Por Heitor Scalambrini Costa (*)


Apesar de seu caráter essencial, o setor elétrico brasileiro não tem sido levado em conta com a relevância necessária para atender os interesses estratégicos da população. Ele tem tido um papel que o situa no jogo da disputa eleitoral. Ou seja, vivemos a partidarização energética, que ficou evidenciada desde o inicio doséculo XXI. E isso não tem contribuído para encontrar os caminhos da segurança energética, da modicidade tarifária, da qualidade dos serviços oferecidos, e ainda mais, a diminuição dos impactos sócio-ambientais na escolha das fontes energéticas.

O processo de reestruturação do setor elétrico, iniciado em 1995, com a “meia sola” do que ficou conhecido como o "Novo Modelo do Setor Elétrico" a partir da lei 10.848 de março de 2004, que instituiu as atuais bases do mercado de energia brasileiro, desestruturou por completo o sistema existente, principalmente com a introdução de um modelo mercantil. A partir de então a energia elétrica é tratada e sujeita as leis de mercado. Não muito diferente de um pacote de bolacha comprado no mercadinho da esquina.

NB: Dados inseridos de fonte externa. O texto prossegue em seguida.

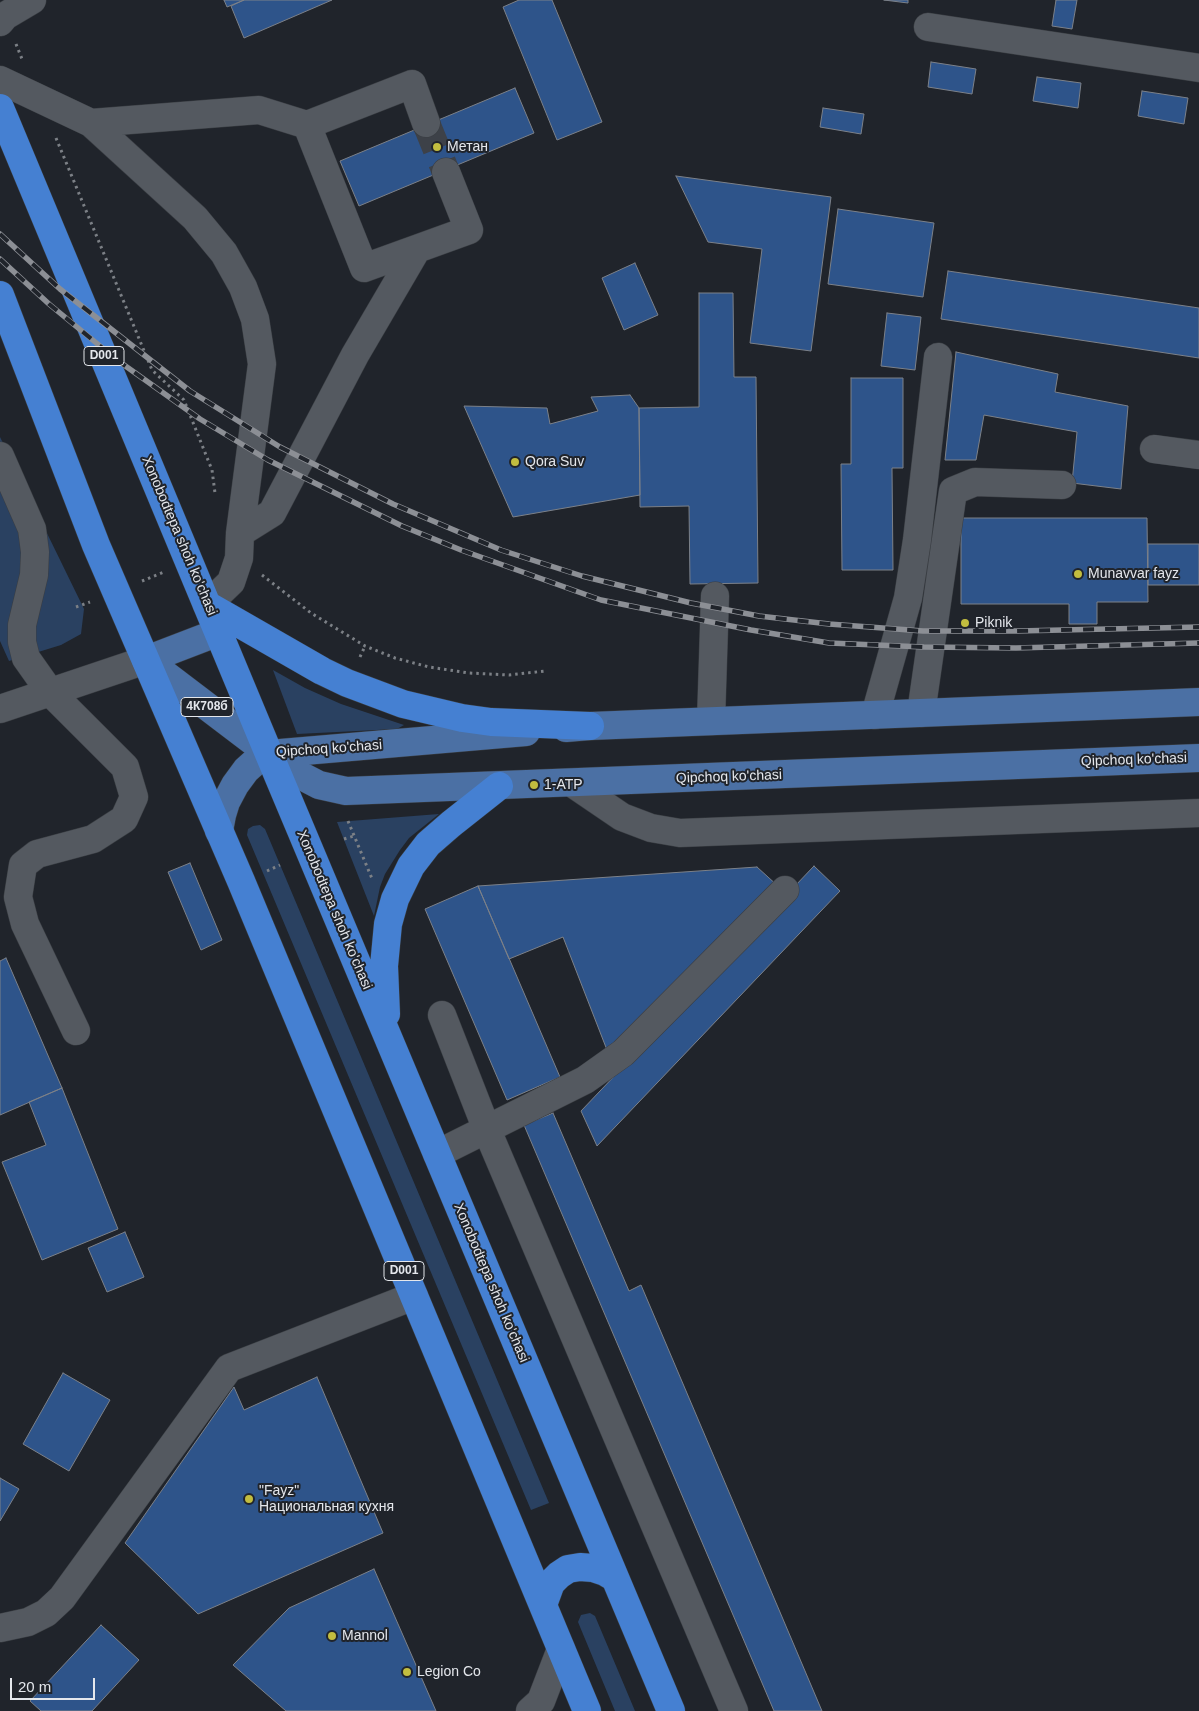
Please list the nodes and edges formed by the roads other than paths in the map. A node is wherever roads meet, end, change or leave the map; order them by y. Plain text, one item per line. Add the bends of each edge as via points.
1 (32, 0) edge
2 (2, 19) edge
3 (928, 27) dead end
4 (1199, 68) edge
5 (0, 80) edge
6 (0, 108) edge
7 (91, 123) junction
8 (426, 123) tunnel mouth
9 (307, 124) junction
10 (446, 172) tunnel mouth
11 (417, 249) junction
12 (0, 295) edge
13 (938, 358) dead end
14 (1154, 449) dead end
15 (1199, 455) edge
16 (0, 456) edge
17 (1062, 485) dead end
18 (239, 545) junction
19 (715, 596) dead end
20 (207, 605) junction
21 (219, 632) junction
22 (146, 660) junction
23 (50, 692) junction
24 (1199, 702) edge
25 (0, 709) edge
26 (920, 713) junction
27 (875, 715) junction
28 (711, 721) junction
29 (590, 726) junction
30 (269, 754) junction
31 (1199, 758) edge
32 (572, 784) junction
33 (499, 786) junction
34 (1199, 813) edge
35 (219, 831) junction
36 (785, 890) dead end
37 (442, 1015) dead end
38 (76, 1031) dead end
39 (389, 1041) junction
40 (487, 1130) junction
41 (437, 1154) junction
42 (414, 1296) junction
43 (616, 1578) junction
44 (543, 1605) junction
45 (0, 1628) edge
46 (561, 1648) junction
47 (530, 1711) edge
48 (587, 1711) edge
49 (671, 1711) edge
50 (734, 1711) edge

1 - 2 street
3 - 4 street
5 - 7 street
6 - 20 highway, Xonobodtepa shoh ko'chasi / D001
7 - 9 street via 259,110
7 - 18 street via 195,218 224,253 256,319 262,364
8 - 9 street via 412,84
9 - 11 street via 364,268
10 - 11 street via 469,230
11 - 18 street via 354,355 272,512
12 - 22 highway, D001 via 96,545
13 - 27 street via 908,598
14 - 15 street
16 - 23 street via 32,529 35,552 22,642 26,658
17 - 26 street via 975,482 953,491
18 - 20 street via 231,582
19 - 28 street
20 - 21 highway, Xonobodtepa shoh ko'chasi / D001
20 - 29 highway via 322,671 403,704 492,722
21 - 22 main road
21 - 30 highway, Xonobodtepa shoh ko'chasi / D001
22 - 23 street
22 - 30 main road, Qipchoq ko'chasi / 4К708б
22 - 35 highway, D001
23 - 25 street
23 - 38 street via 125,768 134,797 124,819 93,839 37,854 23,865 18,897 25,924
24 - 26 main road, Qipchoq ko'chasi
26 - 27 main road, Qipchoq ko'chasi
27 - 28 main road, Qipchoq ko'chasi
28 - 29 main road, Qipchoq ko'chasi
29 - 30 main road, Qipchoq ko'chasi
30 - 33 main road, Qipchoq ko'chasi via 305,779 346,791
30 - 35 main road, Qipchoq ko'chasi via 246,770 235,785 226,802
30 - 39 highway, Xonobodtepa shoh ko'chasi / D001
31 - 32 main road, Qipchoq ko'chasi
32 - 33 main road, Qipchoq ko'chasi
32 - 34 street via 622,817 650,828 680,834
33 - 39 highway via 428,844 411,866 395,899 388,924 384,966
35 - 42 highway, D001
36 - 40 street via 623,1053 585,1080
37 - 40 street
39 - 41 highway, Xonobodtepa shoh ko'chasi / D001
40 - 41 street
40 - 50 street
41 - 43 highway, Xonobodtepa shoh ko'chasi / D001
42 - 44 highway, D001
42 - 45 street via 229,1368 62,1598 46,1613 28,1622
43 - 44 highway via 593,1568 568,1569 551,1583
43 - 49 highway, Xonobodtepa shoh ko'chasi / D001
44 - 46 highway, D001
46 - 47 street via 541,1700
46 - 48 highway, D001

O que poderia parecer uma vantagem comparativa devido a ¾ da energia elétrica produzida no país ser gerada nas hidroelétricas (o restante com as termoelétricas, mais caras), acabou se tornando um grande motivo de preocupação. Em particular, devido às mudanças climáticas e seus efeitos decorrentes, que cada dia mais tem assola o planeta Terra. Por exemplo, o calor extremo no Sudeste e a seca no Nordeste brasileiro. O que está acontecendo agora, portanto, é exatamente o que os cientistas do clima prevêem que começará a ocorrer com mais frequência daqui para frente.